We did some work on an app that lets people fire baseballs over the internet.
It lives entirely within Amazon's AWS ecosystem, and we're building off that for a new project. The stack includes:
-Dedicated MongoDB and Redis servers
-three different groups of nodejs servers
-additionally, we're making use of Amazon's API for server configuration and autoscaling
The issue we're facing is that we haven't been able to simulate more than about 15000 concurrent users (websocket connections) per instance. We should be getting considerably more; we think 10s of thousands. The server CPU usage is only at 40%.
Any thoughts on how to scale a node.js app to enable it to have many more simultaneous connections to a single server?
Every tcp connection has a file descriptor open in file operating system. It is important to set the limit to a number above what you need.
For example, in ubuntu you can see this limit by commands:
$ulimit -a
$ulimit -n
To set this limit permanently in Ubuntu, you need to change the file /etc/security/limits.conf and add these lines with the number you want:
* soft nofile 100000
* hard nofile 100000
And then restart:
$sudo reboot
A websocket is a TCP connection, no? And how long do your customers keep your connections open for?
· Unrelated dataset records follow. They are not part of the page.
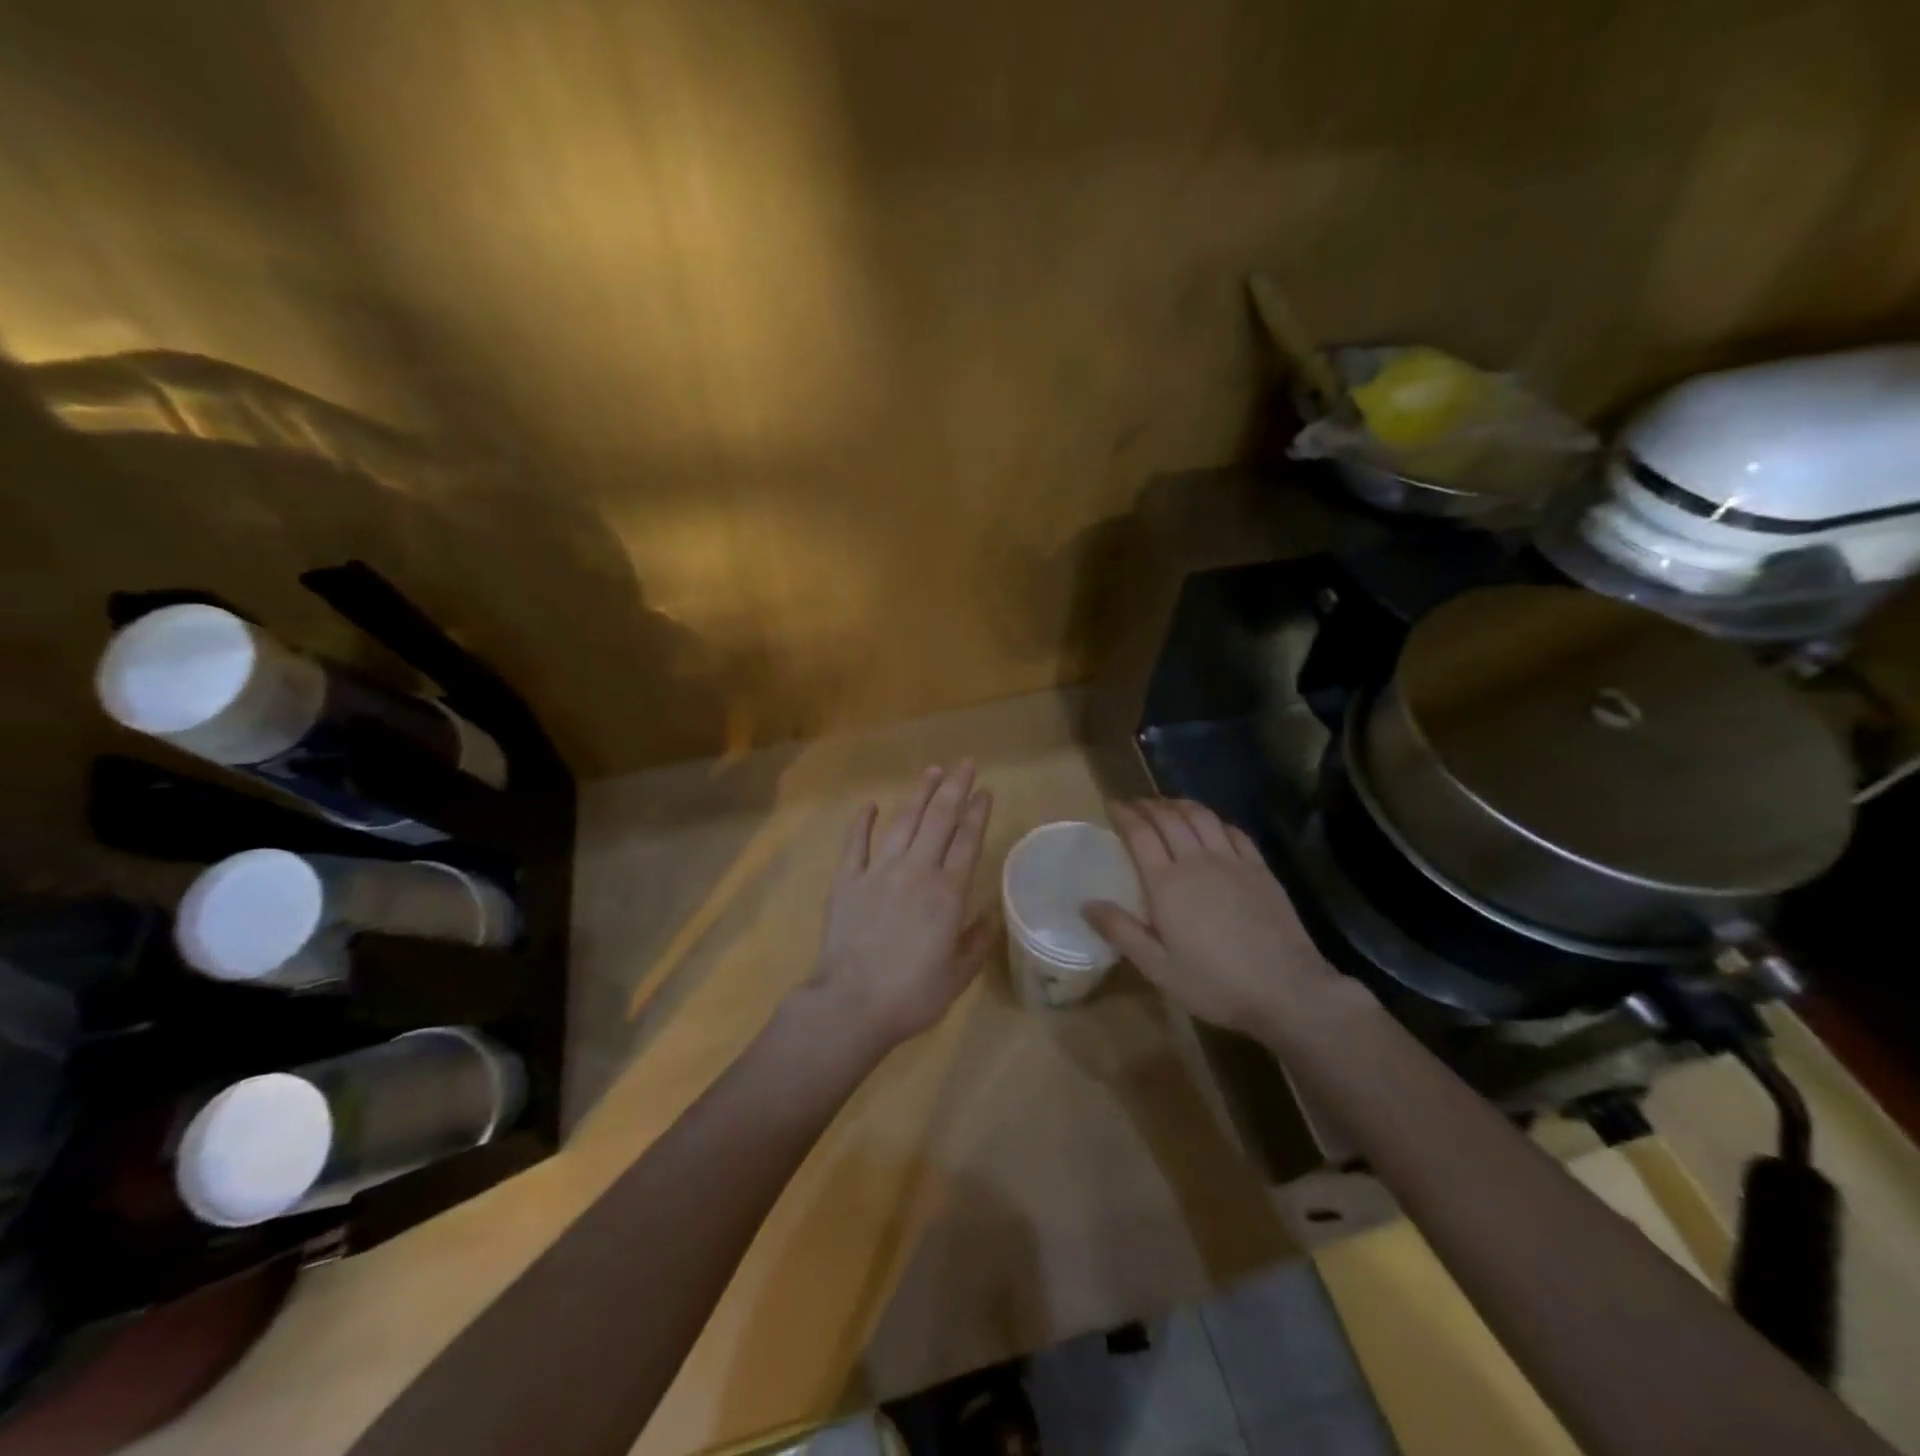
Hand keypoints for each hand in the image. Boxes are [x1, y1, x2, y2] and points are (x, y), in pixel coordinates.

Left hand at [810, 761, 995, 1051]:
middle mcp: (917, 871)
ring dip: (919, 794)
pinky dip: (862, 821)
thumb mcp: (957, 976)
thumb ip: (976, 943)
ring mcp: (879, 871)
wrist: (851, 1004)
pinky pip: (856, 843)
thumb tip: (989, 917)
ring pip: (903, 821)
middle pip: (939, 819)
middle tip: (966, 763)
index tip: (985, 790)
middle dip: (955, 788)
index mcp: (948, 893)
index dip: (978, 812)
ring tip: (932, 771)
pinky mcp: (847, 880)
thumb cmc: (911, 995)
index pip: (967, 841)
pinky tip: (870, 804)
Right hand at [1083, 799, 1343, 1039]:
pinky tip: (1211, 824)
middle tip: (1134, 803)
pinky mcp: (1260, 869)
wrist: (1286, 990)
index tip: (1112, 804)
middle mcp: (1197, 861)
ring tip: (1167, 805)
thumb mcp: (1158, 967)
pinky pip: (1233, 831)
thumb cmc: (1214, 983)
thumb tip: (1086, 904)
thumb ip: (1121, 931)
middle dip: (1148, 805)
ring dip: (1180, 804)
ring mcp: (1233, 862)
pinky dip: (1215, 820)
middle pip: (1169, 818)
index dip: (1124, 814)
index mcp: (1167, 884)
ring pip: (1202, 817)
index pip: (1140, 834)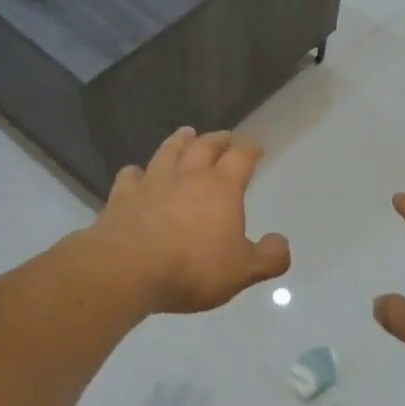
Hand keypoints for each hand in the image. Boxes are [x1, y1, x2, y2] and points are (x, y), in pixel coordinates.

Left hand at [88, 127, 289, 313]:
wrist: (127, 270)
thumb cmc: (192, 268)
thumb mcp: (242, 271)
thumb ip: (268, 258)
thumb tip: (282, 243)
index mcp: (222, 188)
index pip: (241, 157)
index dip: (250, 149)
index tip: (256, 146)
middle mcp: (188, 176)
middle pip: (205, 146)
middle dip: (218, 139)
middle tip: (224, 136)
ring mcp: (152, 183)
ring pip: (168, 152)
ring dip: (179, 141)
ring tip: (185, 133)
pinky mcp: (122, 197)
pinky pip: (130, 175)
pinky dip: (137, 171)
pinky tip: (136, 173)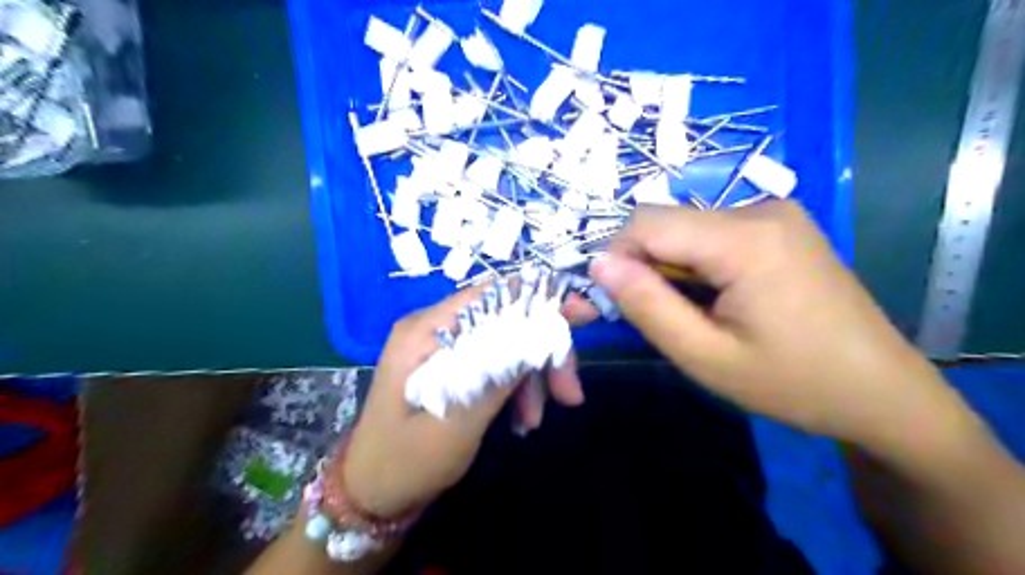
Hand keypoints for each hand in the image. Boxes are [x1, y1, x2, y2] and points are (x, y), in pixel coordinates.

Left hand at [333, 286, 578, 516]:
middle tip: (571, 393)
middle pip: (505, 320)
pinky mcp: (453, 368)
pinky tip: (522, 420)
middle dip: (542, 352)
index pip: (492, 294)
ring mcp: (445, 348)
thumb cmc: (404, 463)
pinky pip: (496, 365)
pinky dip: (517, 389)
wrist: (373, 495)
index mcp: (427, 330)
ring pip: (506, 344)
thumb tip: (539, 333)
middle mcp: (436, 329)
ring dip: (532, 378)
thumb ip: (496, 376)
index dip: (540, 299)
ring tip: (536, 420)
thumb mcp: (455, 424)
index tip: (584, 316)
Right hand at [588, 203, 967, 448]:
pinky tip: (706, 299)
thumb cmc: (794, 384)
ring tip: (677, 314)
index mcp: (745, 238)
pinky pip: (711, 235)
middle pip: (666, 223)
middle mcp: (760, 209)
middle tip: (634, 315)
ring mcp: (774, 214)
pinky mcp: (779, 228)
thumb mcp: (706, 356)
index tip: (607, 302)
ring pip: (685, 229)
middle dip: (637, 265)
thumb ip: (647, 305)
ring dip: (665, 267)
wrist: (883, 393)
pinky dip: (691, 264)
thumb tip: (598, 264)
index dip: (614, 258)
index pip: (646, 223)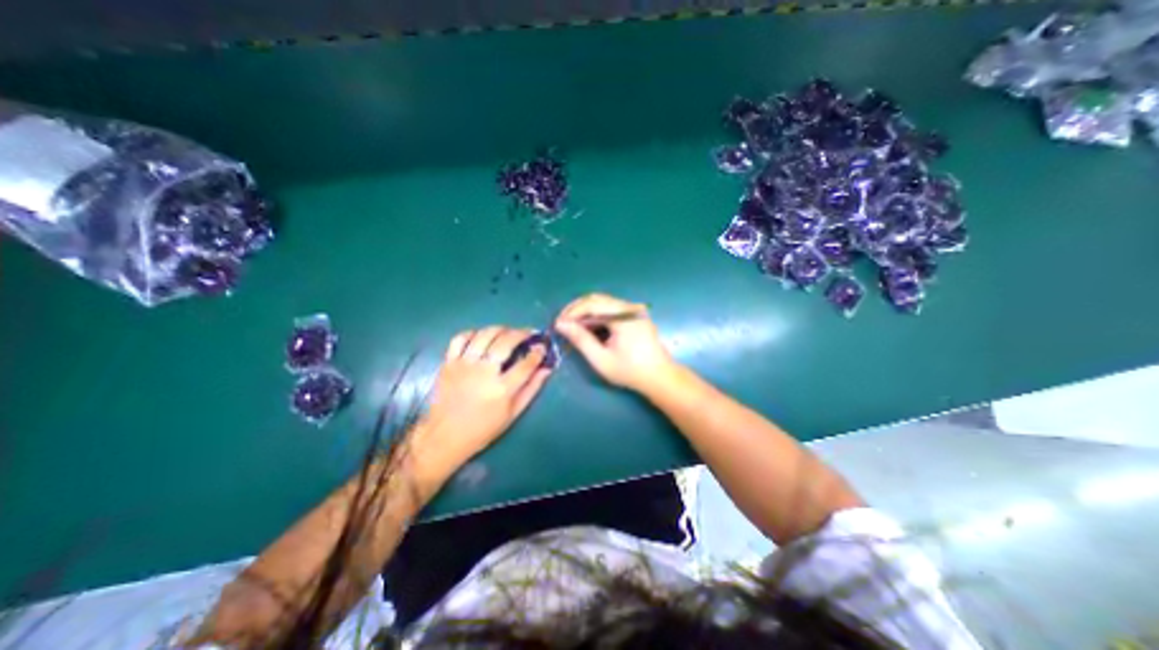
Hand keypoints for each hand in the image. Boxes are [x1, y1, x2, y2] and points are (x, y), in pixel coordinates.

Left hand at [420, 329, 553, 474]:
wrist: (444, 436)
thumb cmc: (483, 429)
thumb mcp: (513, 414)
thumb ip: (532, 389)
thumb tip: (547, 369)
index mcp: (502, 389)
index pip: (526, 363)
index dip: (537, 352)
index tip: (542, 346)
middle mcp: (484, 373)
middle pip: (506, 342)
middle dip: (521, 333)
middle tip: (528, 333)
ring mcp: (464, 365)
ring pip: (485, 335)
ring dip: (500, 329)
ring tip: (508, 331)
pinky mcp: (448, 363)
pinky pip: (460, 338)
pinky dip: (473, 333)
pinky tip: (482, 336)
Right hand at [555, 291, 680, 391]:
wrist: (660, 377)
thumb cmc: (630, 371)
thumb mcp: (601, 359)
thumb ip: (581, 339)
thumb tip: (560, 324)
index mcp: (624, 316)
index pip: (592, 304)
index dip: (572, 312)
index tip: (558, 324)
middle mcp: (630, 307)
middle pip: (597, 299)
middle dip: (577, 310)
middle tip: (563, 324)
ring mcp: (634, 310)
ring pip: (603, 303)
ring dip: (586, 313)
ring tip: (573, 327)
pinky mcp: (635, 315)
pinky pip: (611, 309)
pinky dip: (597, 316)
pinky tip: (589, 328)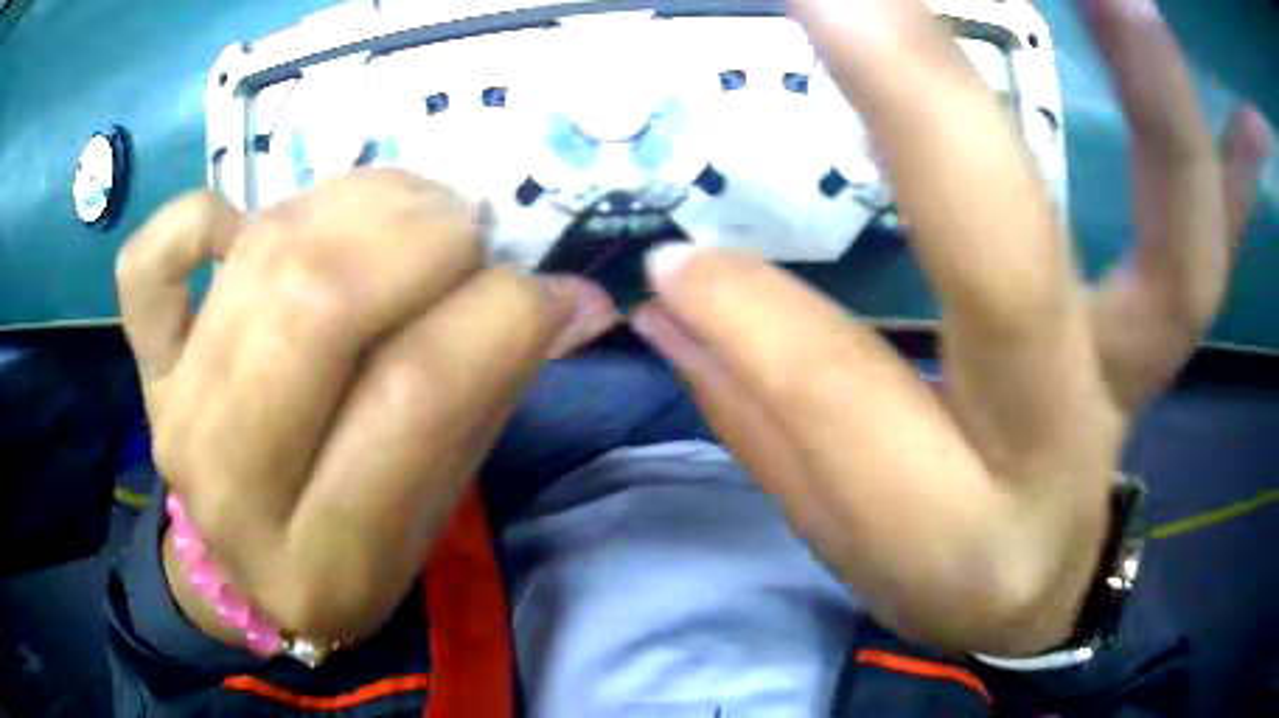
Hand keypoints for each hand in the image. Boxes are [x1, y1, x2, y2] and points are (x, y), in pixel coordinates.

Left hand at [116, 170, 613, 642]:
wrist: (240, 574)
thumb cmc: (350, 556)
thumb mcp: (432, 512)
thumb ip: (490, 397)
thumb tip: (571, 297)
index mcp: (326, 559)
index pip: (415, 397)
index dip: (502, 315)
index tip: (548, 288)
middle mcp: (233, 488)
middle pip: (319, 306)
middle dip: (421, 237)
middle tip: (468, 231)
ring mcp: (173, 415)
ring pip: (260, 257)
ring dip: (355, 202)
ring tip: (406, 207)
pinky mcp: (145, 368)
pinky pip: (150, 259)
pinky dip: (200, 210)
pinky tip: (250, 225)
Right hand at [632, 0, 1272, 654]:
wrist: (1032, 596)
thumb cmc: (937, 573)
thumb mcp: (839, 530)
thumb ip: (762, 403)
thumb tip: (676, 284)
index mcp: (962, 517)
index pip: (849, 402)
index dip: (755, 315)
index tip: (678, 236)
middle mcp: (1068, 435)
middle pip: (1023, 273)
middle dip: (937, 118)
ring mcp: (1141, 373)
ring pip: (1182, 244)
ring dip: (1160, 105)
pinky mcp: (1168, 337)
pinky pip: (1222, 238)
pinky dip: (1244, 166)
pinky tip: (1249, 118)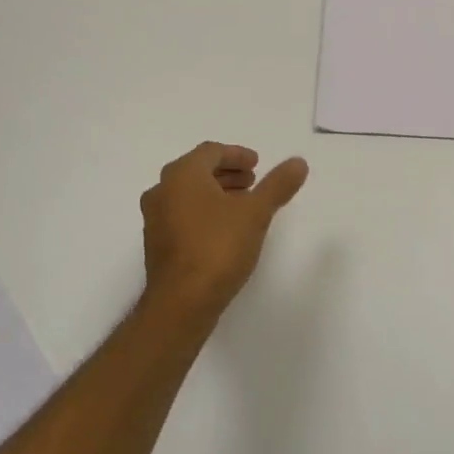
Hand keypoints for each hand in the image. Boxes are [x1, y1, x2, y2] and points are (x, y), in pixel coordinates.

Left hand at [139, 142, 308, 318]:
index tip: (257, 165)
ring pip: (188, 194)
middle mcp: (162, 190)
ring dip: (216, 193)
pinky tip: (224, 229)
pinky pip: (181, 214)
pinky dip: (203, 212)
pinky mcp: (157, 243)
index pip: (211, 151)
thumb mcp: (256, 213)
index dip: (237, 155)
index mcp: (182, 175)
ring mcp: (155, 218)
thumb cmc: (218, 248)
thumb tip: (299, 162)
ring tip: (243, 205)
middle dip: (227, 173)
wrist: (182, 302)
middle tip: (253, 182)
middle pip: (197, 170)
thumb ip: (277, 185)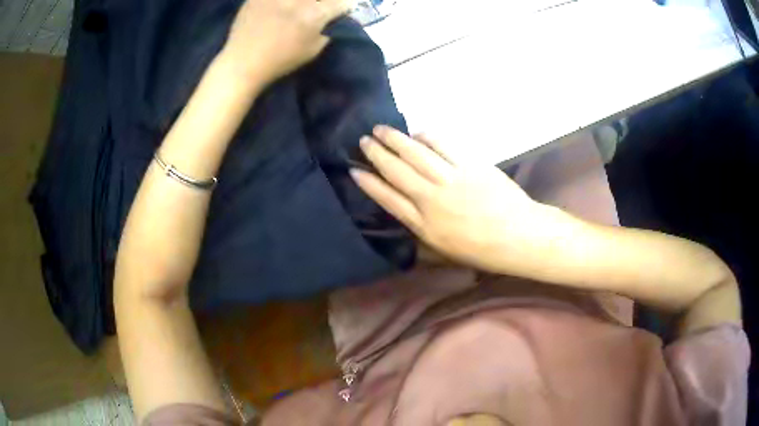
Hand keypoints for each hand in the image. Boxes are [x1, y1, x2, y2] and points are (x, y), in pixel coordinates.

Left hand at [223, 0, 351, 85]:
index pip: (341, 2)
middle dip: (320, 3)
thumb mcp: (313, 49)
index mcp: (314, 14)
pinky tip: (277, 8)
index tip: (336, 12)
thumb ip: (327, 28)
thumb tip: (333, 17)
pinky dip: (278, 3)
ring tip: (293, 10)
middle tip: (315, 8)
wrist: (243, 62)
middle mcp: (297, 0)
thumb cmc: (280, 60)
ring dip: (300, 3)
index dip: (341, 7)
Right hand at [351, 126, 543, 272]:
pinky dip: (427, 137)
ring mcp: (451, 179)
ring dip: (396, 139)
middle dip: (377, 154)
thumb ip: (422, 229)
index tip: (354, 170)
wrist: (519, 236)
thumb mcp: (445, 249)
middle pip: (397, 171)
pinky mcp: (470, 165)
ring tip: (382, 129)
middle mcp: (432, 199)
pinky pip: (443, 146)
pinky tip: (417, 132)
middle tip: (364, 140)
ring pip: (415, 154)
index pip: (388, 199)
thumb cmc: (482, 249)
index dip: (369, 183)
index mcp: (424, 225)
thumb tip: (404, 209)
A server will have a limit on the number of open TCP connections you can have. Your operating system will also have a limit on the number of open file handles a process may have at any one time.
So:
- what is the TCP open socket limit on your server, and
- what is the open file handle limit on your server
?
I would assume your starting to hit some of the kernel's default limits on the tcp stack/file descriptors. Have you tried any system-level optimizations yet? If so, which?